Task ▸
The output should be every line below that includes the word "Shashamane".

########

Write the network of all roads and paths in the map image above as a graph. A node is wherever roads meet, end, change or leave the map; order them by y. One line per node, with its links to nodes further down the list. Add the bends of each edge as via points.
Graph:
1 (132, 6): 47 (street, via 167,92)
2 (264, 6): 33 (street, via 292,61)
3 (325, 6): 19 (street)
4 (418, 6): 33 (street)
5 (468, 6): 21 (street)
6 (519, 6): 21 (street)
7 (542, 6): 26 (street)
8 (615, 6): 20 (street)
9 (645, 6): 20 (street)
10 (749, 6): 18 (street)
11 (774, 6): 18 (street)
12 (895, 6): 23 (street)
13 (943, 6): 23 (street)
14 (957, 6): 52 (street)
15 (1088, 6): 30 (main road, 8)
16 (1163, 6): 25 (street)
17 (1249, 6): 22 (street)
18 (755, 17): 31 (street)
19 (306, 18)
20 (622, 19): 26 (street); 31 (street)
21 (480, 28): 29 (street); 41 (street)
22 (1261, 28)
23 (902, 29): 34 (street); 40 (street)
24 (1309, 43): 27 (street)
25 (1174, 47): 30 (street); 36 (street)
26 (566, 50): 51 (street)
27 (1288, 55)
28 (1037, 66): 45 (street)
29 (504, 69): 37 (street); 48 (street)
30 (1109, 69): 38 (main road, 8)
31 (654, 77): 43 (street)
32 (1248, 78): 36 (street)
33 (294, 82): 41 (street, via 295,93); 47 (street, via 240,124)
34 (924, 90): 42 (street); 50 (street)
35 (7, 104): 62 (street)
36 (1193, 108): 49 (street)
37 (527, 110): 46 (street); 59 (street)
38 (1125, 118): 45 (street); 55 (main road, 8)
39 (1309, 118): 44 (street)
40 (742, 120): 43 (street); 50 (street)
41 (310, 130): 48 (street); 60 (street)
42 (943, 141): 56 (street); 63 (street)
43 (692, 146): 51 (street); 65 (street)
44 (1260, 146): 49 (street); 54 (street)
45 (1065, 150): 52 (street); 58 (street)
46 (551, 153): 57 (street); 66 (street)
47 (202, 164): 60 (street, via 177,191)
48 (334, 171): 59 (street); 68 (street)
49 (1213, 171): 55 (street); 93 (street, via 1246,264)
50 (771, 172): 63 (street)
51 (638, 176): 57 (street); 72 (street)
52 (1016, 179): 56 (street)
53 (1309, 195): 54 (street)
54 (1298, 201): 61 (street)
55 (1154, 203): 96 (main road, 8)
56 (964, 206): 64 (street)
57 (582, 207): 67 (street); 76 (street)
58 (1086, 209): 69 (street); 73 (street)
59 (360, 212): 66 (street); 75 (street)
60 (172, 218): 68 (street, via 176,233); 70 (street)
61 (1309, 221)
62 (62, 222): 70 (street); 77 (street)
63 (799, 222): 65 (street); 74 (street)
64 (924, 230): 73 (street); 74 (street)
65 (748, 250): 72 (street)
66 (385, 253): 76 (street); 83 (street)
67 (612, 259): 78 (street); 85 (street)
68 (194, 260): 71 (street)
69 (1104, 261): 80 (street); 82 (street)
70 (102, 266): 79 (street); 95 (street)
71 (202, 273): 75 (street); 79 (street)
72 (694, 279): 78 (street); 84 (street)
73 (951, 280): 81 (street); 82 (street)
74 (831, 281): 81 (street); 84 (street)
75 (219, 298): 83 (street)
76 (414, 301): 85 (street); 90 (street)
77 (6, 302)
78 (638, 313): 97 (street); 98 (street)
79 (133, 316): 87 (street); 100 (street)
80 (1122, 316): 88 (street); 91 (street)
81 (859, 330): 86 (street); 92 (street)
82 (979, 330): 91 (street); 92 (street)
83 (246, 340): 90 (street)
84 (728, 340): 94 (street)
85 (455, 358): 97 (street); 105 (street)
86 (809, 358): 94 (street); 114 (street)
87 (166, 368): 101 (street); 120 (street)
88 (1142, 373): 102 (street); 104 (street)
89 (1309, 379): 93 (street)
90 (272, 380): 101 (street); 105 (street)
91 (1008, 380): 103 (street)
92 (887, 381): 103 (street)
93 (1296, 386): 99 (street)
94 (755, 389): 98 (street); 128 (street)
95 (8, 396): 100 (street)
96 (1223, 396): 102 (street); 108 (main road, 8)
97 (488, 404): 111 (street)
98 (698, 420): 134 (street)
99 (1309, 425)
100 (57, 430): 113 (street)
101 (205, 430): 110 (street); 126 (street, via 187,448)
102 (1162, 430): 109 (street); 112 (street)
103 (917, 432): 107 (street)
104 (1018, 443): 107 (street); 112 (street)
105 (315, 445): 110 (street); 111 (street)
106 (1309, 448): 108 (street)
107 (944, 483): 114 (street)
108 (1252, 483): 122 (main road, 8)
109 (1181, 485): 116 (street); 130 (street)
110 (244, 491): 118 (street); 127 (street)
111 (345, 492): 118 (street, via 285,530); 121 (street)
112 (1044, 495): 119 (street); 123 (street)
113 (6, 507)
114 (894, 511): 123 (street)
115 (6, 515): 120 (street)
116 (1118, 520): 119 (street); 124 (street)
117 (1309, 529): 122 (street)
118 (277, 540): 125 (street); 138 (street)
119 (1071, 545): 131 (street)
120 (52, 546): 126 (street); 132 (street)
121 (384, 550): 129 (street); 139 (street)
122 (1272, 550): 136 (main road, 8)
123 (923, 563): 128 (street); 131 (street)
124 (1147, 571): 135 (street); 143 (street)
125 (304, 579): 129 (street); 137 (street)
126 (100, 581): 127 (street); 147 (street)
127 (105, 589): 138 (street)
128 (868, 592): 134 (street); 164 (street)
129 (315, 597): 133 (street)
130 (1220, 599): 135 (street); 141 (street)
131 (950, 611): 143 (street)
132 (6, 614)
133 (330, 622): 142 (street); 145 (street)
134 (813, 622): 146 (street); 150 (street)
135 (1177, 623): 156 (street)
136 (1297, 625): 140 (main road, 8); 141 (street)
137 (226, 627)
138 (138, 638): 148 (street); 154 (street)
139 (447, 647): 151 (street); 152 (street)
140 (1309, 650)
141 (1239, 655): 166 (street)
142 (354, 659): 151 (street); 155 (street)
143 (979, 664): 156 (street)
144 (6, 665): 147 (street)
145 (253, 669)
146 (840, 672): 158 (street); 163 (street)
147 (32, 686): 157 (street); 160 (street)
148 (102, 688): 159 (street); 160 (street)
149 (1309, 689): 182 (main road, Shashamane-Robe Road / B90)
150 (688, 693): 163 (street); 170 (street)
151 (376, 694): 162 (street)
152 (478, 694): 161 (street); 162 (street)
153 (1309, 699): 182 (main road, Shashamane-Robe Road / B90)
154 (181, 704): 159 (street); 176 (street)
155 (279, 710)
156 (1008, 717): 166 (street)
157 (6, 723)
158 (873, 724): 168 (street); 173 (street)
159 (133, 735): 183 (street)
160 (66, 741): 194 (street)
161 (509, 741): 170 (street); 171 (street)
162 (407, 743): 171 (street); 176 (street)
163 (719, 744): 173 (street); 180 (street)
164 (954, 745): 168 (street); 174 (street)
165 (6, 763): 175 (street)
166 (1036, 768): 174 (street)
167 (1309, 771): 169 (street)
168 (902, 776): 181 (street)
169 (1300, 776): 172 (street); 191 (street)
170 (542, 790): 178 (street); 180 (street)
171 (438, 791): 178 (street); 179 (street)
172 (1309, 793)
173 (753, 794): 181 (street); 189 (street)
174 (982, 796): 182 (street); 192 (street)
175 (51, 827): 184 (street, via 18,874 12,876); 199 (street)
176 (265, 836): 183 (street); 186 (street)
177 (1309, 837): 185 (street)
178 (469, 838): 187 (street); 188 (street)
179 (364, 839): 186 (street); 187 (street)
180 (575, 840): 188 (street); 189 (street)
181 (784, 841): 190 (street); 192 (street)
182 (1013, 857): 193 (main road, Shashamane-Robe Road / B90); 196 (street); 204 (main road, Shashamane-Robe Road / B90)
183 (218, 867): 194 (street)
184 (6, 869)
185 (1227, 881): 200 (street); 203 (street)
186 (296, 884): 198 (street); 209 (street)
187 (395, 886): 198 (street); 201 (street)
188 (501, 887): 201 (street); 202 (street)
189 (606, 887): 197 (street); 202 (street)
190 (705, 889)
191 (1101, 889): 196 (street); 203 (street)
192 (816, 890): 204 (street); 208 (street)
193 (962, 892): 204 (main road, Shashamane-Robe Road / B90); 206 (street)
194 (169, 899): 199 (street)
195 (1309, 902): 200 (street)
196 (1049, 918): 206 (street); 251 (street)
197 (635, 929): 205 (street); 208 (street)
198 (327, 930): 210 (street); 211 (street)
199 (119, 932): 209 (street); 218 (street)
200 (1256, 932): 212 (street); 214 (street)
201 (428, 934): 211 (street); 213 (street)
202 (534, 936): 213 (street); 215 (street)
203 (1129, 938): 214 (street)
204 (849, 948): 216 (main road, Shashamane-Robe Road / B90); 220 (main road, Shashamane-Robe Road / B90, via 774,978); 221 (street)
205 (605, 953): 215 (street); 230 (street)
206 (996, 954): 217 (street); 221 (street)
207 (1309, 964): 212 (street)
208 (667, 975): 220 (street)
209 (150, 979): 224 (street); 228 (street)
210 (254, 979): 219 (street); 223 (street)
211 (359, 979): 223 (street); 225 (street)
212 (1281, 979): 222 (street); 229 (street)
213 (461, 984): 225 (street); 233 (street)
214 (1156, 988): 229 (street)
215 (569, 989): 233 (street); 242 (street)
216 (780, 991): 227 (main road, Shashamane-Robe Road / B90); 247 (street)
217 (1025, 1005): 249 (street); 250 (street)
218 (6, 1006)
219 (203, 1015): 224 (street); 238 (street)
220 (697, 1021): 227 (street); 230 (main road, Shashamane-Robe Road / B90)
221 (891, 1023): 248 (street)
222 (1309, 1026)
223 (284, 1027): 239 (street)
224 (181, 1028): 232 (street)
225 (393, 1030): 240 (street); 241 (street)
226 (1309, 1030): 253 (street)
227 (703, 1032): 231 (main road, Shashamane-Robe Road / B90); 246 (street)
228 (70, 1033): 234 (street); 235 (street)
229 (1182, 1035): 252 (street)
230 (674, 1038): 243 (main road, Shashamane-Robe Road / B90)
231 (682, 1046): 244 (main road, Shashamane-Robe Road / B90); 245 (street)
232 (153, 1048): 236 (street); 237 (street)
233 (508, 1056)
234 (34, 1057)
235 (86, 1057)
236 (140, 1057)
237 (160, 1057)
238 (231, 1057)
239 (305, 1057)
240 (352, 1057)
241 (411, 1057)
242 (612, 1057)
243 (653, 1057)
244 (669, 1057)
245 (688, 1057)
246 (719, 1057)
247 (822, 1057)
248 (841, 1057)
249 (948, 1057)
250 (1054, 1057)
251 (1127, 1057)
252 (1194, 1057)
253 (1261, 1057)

########

Answer section ▸
149 (1309, 689): 182 (main road, Shashamane-Robe Road / B90)
153 (1309, 699): 182 (main road, Shashamane-Robe Road / B90)
182 (1013, 857): 193 (main road, Shashamane-Robe Road / B90); 196 (street); 204 (main road, Shashamane-Robe Road / B90)
193 (962, 892): 204 (main road, Shashamane-Robe Road / B90); 206 (street)
204 (849, 948): 216 (main road, Shashamane-Robe Road / B90); 220 (main road, Shashamane-Robe Road / B90, via 774,978); 221 (street)
216 (780, 991): 227 (main road, Shashamane-Robe Road / B90); 247 (street)
220 (697, 1021): 227 (street); 230 (main road, Shashamane-Robe Road / B90)
227 (703, 1032): 231 (main road, Shashamane-Robe Road / B90); 246 (street)
230 (674, 1038): 243 (main road, Shashamane-Robe Road / B90)
231 (682, 1046): 244 (main road, Shashamane-Robe Road / B90); 245 (street)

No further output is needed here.